И снилось орку, что он стоял на зелёном лугу перед дугой большой радуги. Осознав, что хотя бы во сне узы заклятой феи отпустили его из своих объятий, и он теперь волен в своих желаниях, орк разбежался, оттолкнулся от земли и запрыгнул на радугу. Он легко долетел до неё и сел на зелёную подушку. Задрав высоко голову, увидел среди звёзд принцессу в белом платье, так похожую на самку орков. Принцесса улыбнулась ему улыбкой, от которой растаяло сердце и за спиной выросли крылья, и сказала ему:
— Ты очень смелый и красивый, я сразу обратила на тебя внимание, Вася. Хотя и немного странный, даже для орка.
— Да, — согласился с ней орк. Пролетающий мимо архангел Джабраил, одинаково почитаемый и у людей, и у орков, с нимбом вокруг головы и в белых ниспадающих одеяниях, заметил Василия и сказал ему:
— Не бойся, Вася, у тебя теперь есть крылья, и ты можешь летать.
Орк взмахнул большими и белыми, выросшими между лопаток крыльями, и полетел. Сердце указало дорогу и среди скрученных временем спиралей далёких Галактик, он опять увидел свою возлюбленную. У неё тоже были крылья, и она позвала орка за собой.
Спала в это время уже и графиня Зюзюбрюгская в своём замке. Проверив надёжность ночной стражи, она вернулась в свои мрачные покои, украшенные лепными фигурами демонов и монстров. Долго разглядывала похищенный у дракона Рубин Сладких Снов. А потом графиня, выдающая себя за принцессу, расплакалась. Почему? Потому что где-то шёл дождь. Потому что на улице хмурились тучи. Потому что почему-то болело сердце. Потому что она была одна. И ещё потому, что не было рядом крепкого мужского плеча, на которое можно было бы опереться.
— Не плачь, Элла, нужно быть сильной. Ты не графиня и не принцесса, ты — королева! — сказала она себе, подошла к зеркалу и вслух прочитала стихотворение казнённого ей намедни придворного трубадура. Вирши трубадур сложил прямо на эшафоте, как всегда посвятив их своей хозяйке, оттого они были особенно дороги графине:
— Ты — королева, — ещё раз повторила графиня, вытерла слёзы и отправилась спать.
Дракон, окинув печальным взглядом поляну, бросил читать вслух стихи. Ведь все его неблагодарные слушатели спали.
Обидевшись на весь мир, дракон тяжело улёгся на землю, спиной к человеку и орку, и долго — долго смотрел на крупные, как бриллианты, ночные звёзды и полную Луну. Одинокая слеза вытекла из его глаза и упала на землю, где тут же взошёл и распустился цветок удивительной красоты.
Тяжело вздохнул дракон и заснул. И снилось дракону, что снова Рубин Сладких Снов оказался у него в руках. Что он опять сидит у входа в свою пещеру и поёт Песню Любви, сложенную, разумеется, из его стихов. И самая прекрасная из всех драконих, издалека, из-за Атласных гор, прилетела послушать его. А затем они принялись купаться в том призрачном мире, среди звёзд, в водопаде лунного света. Они смеялись и брызгали друг на друга каплями сверкающих звёзд…
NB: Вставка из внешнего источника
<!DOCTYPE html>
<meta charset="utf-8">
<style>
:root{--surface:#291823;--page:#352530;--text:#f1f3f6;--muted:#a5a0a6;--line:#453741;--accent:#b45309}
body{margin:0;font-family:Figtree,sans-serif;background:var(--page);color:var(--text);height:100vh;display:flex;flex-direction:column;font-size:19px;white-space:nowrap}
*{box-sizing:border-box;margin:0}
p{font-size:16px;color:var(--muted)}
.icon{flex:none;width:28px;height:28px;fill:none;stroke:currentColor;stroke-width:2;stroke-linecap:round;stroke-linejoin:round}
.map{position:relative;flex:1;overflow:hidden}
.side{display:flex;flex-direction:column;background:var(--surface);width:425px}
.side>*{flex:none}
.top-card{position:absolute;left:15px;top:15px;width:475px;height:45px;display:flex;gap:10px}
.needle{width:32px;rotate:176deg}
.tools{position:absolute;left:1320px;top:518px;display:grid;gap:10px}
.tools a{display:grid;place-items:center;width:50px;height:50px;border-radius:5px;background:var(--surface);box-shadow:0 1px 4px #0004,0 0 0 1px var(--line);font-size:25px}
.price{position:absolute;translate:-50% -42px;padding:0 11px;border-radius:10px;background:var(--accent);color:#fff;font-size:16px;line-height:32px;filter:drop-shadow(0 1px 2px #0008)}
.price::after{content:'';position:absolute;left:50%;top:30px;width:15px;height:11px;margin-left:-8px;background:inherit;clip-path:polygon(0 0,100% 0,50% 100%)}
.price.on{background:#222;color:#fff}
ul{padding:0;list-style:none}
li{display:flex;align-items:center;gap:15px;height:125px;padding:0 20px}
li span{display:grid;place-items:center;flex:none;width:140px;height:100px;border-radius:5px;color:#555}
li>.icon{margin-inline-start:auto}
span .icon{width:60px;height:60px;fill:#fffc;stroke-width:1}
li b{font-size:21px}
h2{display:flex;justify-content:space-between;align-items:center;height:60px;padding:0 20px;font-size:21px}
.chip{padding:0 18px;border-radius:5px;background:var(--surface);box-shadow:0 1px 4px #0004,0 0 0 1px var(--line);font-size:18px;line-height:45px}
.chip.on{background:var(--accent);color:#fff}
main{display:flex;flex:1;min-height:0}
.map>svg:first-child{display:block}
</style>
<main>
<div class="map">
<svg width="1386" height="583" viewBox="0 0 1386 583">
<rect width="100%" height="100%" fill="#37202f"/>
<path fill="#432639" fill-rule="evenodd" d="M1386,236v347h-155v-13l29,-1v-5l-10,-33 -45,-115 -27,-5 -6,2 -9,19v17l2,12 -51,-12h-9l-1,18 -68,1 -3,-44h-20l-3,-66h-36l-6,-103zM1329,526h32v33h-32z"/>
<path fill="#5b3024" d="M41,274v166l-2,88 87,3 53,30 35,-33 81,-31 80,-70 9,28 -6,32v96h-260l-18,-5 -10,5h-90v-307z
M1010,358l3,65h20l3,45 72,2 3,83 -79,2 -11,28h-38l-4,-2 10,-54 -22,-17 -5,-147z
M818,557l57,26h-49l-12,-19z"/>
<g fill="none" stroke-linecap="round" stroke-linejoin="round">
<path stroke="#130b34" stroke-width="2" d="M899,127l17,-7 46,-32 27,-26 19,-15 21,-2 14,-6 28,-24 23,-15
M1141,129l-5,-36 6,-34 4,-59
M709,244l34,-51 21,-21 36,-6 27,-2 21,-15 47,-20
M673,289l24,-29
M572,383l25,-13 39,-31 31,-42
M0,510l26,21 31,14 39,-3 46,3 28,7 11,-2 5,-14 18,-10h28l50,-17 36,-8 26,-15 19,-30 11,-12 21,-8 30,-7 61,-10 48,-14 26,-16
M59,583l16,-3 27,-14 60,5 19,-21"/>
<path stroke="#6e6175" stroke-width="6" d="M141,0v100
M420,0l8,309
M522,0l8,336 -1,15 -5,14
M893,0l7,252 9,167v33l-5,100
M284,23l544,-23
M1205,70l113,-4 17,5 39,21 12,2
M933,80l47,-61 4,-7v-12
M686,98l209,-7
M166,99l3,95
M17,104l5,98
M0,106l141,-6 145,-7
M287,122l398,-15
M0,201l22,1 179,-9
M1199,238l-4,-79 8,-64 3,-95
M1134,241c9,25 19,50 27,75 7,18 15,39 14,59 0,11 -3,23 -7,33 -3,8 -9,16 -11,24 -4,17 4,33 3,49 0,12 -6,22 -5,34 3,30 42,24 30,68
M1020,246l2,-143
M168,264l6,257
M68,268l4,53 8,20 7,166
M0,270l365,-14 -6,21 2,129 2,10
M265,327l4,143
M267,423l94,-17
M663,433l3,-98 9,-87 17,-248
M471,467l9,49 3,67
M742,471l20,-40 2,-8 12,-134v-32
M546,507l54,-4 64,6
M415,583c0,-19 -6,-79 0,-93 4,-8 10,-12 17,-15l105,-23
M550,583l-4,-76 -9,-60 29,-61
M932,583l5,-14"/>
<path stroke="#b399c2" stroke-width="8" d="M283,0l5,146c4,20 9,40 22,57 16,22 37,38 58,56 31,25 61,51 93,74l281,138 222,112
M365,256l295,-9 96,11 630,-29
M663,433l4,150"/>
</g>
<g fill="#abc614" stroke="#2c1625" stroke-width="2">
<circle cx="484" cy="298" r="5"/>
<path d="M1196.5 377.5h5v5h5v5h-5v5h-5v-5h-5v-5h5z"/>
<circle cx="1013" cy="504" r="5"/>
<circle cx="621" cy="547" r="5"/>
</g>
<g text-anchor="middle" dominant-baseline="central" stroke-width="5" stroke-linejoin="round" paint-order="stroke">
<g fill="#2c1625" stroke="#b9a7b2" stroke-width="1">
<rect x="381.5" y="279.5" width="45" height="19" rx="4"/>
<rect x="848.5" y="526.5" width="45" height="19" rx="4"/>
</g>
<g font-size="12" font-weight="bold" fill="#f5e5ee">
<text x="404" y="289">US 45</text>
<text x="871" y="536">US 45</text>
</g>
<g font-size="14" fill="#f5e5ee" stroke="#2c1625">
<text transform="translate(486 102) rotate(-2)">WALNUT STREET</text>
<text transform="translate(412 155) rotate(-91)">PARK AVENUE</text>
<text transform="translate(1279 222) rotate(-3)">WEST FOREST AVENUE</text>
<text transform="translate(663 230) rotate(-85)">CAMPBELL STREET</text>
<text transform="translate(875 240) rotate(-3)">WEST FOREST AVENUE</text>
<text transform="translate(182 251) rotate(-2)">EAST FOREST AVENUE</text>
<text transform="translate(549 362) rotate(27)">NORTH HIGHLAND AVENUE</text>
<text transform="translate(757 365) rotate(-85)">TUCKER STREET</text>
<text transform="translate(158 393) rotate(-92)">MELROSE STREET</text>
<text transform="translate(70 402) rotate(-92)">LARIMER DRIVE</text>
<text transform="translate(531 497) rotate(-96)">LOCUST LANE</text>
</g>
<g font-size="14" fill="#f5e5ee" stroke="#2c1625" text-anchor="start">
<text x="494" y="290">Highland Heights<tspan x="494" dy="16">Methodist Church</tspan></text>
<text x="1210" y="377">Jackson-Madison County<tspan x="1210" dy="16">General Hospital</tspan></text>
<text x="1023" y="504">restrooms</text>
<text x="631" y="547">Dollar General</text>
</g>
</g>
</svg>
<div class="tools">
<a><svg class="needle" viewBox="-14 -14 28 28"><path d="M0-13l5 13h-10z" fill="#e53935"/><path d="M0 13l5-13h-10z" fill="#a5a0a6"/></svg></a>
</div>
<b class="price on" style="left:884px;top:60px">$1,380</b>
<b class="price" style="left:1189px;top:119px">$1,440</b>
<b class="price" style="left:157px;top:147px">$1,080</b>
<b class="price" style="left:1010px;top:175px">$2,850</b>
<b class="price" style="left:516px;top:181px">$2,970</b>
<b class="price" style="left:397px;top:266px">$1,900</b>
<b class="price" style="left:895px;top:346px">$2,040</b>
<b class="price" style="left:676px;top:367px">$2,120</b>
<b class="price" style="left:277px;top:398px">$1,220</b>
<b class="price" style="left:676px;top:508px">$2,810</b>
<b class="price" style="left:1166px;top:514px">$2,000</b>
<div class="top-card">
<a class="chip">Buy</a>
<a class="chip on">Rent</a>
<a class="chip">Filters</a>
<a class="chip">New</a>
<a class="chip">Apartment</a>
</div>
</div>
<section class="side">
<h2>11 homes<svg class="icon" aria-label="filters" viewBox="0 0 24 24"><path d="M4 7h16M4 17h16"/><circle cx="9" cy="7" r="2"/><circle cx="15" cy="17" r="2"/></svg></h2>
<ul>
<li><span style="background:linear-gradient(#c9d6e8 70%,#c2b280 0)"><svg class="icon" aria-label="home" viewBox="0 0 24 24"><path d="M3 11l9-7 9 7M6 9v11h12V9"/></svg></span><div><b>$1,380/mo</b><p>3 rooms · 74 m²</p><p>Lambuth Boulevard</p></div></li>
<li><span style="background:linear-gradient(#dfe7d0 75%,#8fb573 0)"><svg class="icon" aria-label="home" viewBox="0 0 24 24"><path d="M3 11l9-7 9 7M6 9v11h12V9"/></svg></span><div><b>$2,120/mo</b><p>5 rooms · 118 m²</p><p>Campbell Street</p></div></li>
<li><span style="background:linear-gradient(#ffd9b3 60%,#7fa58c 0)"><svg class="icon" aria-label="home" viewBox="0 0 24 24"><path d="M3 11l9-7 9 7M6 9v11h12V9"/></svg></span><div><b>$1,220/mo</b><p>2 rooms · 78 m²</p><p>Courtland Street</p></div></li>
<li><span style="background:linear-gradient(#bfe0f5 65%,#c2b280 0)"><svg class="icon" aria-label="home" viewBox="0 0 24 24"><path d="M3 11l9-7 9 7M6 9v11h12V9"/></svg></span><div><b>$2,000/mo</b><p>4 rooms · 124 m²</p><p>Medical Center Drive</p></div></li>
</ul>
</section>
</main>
Спал дракон, с невероятно ранимой душой и угрожающей пастью, в которой зубы росли в два ряда. Рядом с ним сладко похрапывал перед кровавой битвой могучий орк, с пробитым насквозь стрелой Амура сердцем.
Глава 5
Башни
Рано утром нас без всякой жалости разбудил дракон. Хладнокровная ящерица вскочила раньше всех. На костре, для которого Геннадий принёс из леса сухих веток, на подвешенном между двумя рогатинами шесте, на котором повис походный котелок, кипел ароматно пахнущий суп. Мы с орком и глазом не успели моргнуть, как проглотили приготовленную похлёбку. Опять отличился Василий. Едва заметил в кипятке кусок наваристого мяса, как тут же бесстрашно запустил в горячие пузыри пятерню, выхватил мясо и торопливо засунул в рот.
— Обожжёшься же, Вася, — укоризненно произнёс я, жадным взором проследив последний путь торопливо проглоченного аппетитного куска.
— Ничего, — пробурчал он, — зато одному досталось.
Мы остановились тогда, когда ложки застучали о пустое днище.
— А ты? — неожиданно вспомнил я о драконе.